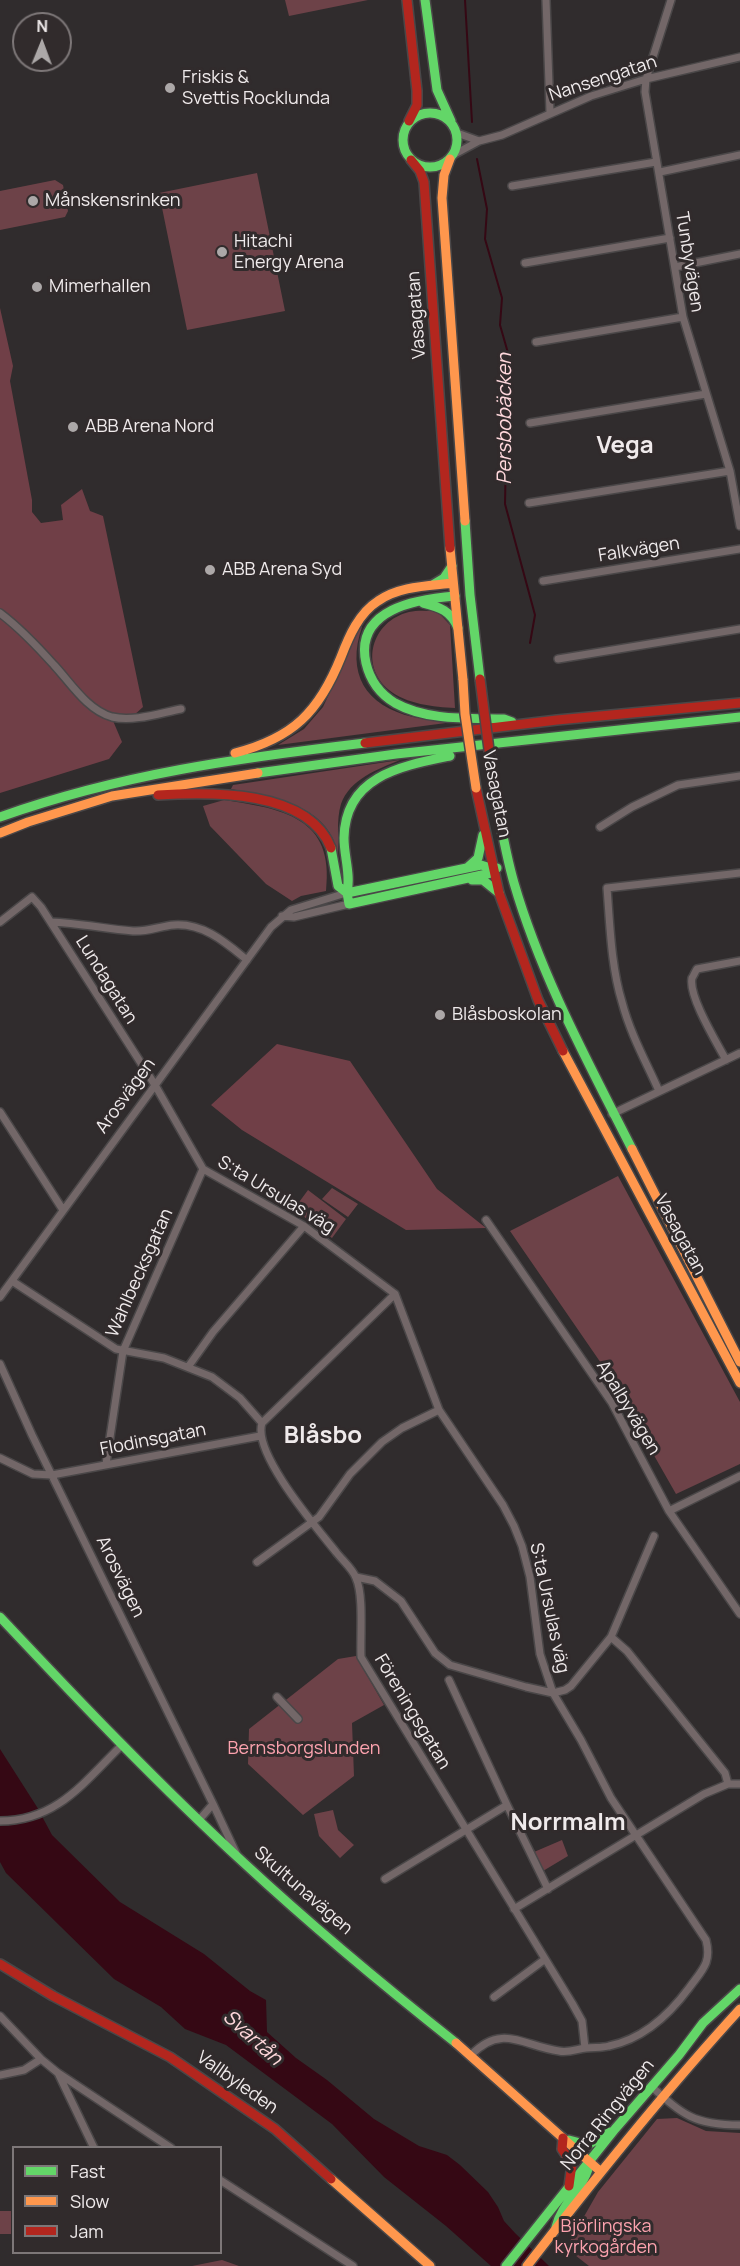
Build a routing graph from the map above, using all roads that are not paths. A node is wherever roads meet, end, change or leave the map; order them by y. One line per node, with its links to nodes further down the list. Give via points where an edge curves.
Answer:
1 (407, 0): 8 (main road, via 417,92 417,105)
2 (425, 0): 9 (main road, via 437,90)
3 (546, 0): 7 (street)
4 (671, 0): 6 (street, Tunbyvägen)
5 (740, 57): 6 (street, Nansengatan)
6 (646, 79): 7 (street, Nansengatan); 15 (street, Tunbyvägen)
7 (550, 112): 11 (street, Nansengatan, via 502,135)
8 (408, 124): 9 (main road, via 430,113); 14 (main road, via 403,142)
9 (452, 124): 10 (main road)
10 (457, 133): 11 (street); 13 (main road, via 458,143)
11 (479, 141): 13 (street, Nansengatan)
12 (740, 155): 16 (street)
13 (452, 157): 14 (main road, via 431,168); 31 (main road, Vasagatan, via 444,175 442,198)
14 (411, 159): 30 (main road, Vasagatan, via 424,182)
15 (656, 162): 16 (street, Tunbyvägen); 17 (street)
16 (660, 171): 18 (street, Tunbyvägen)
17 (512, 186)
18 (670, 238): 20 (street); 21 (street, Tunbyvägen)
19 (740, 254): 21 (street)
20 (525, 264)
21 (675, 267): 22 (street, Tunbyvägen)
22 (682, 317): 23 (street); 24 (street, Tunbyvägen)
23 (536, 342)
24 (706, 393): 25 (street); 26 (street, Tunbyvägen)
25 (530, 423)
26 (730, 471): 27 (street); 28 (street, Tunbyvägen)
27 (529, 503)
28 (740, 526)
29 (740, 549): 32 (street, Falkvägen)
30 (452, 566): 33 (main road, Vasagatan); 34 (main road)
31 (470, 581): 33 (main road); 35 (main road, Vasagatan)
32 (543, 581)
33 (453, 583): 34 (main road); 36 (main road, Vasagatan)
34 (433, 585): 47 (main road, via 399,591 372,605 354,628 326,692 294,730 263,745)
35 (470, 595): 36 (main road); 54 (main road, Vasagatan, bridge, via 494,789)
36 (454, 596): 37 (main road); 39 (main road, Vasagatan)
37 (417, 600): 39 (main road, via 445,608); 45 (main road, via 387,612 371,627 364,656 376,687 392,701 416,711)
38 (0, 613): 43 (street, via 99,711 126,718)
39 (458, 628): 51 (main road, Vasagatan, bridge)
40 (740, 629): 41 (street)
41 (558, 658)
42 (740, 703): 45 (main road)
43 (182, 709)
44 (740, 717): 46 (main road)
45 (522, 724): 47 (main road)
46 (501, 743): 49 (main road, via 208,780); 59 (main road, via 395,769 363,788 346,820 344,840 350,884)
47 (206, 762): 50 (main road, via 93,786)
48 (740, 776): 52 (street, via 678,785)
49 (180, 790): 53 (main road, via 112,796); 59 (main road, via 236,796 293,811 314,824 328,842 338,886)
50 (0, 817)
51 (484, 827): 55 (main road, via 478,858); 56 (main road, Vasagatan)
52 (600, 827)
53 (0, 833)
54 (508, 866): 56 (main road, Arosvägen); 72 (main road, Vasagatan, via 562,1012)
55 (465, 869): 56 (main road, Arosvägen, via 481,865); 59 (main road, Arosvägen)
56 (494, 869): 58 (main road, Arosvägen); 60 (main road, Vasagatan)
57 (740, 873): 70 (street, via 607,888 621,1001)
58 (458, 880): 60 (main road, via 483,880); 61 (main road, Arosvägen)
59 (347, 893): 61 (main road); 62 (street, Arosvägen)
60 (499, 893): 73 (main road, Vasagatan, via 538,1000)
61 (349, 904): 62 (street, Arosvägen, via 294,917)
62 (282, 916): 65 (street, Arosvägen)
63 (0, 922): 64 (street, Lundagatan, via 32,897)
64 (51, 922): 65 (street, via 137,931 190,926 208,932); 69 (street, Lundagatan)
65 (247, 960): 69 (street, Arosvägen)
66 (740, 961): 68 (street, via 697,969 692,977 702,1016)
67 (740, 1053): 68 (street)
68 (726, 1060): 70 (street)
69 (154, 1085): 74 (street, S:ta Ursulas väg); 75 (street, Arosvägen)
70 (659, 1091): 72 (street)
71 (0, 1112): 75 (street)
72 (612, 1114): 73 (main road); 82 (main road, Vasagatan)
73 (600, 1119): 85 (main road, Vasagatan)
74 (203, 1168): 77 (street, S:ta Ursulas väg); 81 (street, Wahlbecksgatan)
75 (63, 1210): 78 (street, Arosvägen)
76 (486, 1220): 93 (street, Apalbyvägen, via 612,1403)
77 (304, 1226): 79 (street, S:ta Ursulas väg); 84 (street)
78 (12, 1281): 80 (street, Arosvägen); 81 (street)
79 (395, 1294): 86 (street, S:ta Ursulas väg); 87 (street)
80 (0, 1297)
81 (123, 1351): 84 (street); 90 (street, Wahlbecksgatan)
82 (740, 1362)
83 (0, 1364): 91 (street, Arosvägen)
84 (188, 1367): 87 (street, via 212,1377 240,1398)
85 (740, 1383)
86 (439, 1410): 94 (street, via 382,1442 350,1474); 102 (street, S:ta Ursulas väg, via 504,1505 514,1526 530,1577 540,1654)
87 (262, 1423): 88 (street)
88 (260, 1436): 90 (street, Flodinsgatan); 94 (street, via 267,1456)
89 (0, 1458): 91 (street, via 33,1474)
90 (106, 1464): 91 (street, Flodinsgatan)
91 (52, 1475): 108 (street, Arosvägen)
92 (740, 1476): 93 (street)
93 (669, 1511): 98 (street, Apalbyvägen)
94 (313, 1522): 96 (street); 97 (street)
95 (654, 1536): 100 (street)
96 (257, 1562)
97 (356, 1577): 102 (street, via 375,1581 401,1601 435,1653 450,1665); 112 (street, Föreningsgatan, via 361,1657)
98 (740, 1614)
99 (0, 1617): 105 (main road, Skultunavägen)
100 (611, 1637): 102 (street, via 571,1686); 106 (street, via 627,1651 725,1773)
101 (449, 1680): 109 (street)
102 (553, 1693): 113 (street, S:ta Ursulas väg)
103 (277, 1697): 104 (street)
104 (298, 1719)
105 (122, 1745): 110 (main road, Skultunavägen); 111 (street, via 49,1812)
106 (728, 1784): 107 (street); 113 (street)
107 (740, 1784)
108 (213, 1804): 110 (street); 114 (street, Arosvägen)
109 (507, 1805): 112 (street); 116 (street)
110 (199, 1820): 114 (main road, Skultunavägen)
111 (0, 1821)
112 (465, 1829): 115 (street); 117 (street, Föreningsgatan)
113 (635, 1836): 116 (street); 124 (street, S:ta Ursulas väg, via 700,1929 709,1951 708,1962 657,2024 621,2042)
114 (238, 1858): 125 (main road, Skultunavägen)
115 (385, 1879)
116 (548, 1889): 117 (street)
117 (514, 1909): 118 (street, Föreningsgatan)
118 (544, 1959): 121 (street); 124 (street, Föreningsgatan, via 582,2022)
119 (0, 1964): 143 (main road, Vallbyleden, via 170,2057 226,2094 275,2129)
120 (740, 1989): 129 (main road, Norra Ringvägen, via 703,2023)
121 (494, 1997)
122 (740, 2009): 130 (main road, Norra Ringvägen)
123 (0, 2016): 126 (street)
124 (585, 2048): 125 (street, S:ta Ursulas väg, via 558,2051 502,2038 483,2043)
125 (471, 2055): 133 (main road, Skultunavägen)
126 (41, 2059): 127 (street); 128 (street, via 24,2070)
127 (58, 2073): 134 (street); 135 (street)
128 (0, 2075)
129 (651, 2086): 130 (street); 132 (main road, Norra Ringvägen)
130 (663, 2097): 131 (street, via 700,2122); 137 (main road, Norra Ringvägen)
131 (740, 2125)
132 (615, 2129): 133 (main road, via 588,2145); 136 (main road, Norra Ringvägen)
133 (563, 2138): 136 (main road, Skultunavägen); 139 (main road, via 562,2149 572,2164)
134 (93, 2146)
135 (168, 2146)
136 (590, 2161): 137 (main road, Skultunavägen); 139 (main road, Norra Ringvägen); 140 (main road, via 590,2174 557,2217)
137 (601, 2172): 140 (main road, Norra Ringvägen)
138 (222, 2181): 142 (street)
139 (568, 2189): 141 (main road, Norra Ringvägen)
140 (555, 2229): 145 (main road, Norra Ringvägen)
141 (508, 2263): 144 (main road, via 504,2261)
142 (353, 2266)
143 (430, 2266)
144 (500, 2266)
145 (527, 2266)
==================================================
● Your goal: Only the lines above that hold "Föreningsgatan" are wanted. Show every one of them.

● Task answer:
97 (356, 1577): 102 (street, via 375,1581 401,1601 435,1653 450,1665); 112 (street, Föreningsgatan, via 361,1657)
112 (465, 1829): 115 (street); 117 (street, Föreningsgatan)
117 (514, 1909): 118 (street, Föreningsgatan)
118 (544, 1959): 121 (street); 124 (street, Föreningsgatan, via 582,2022)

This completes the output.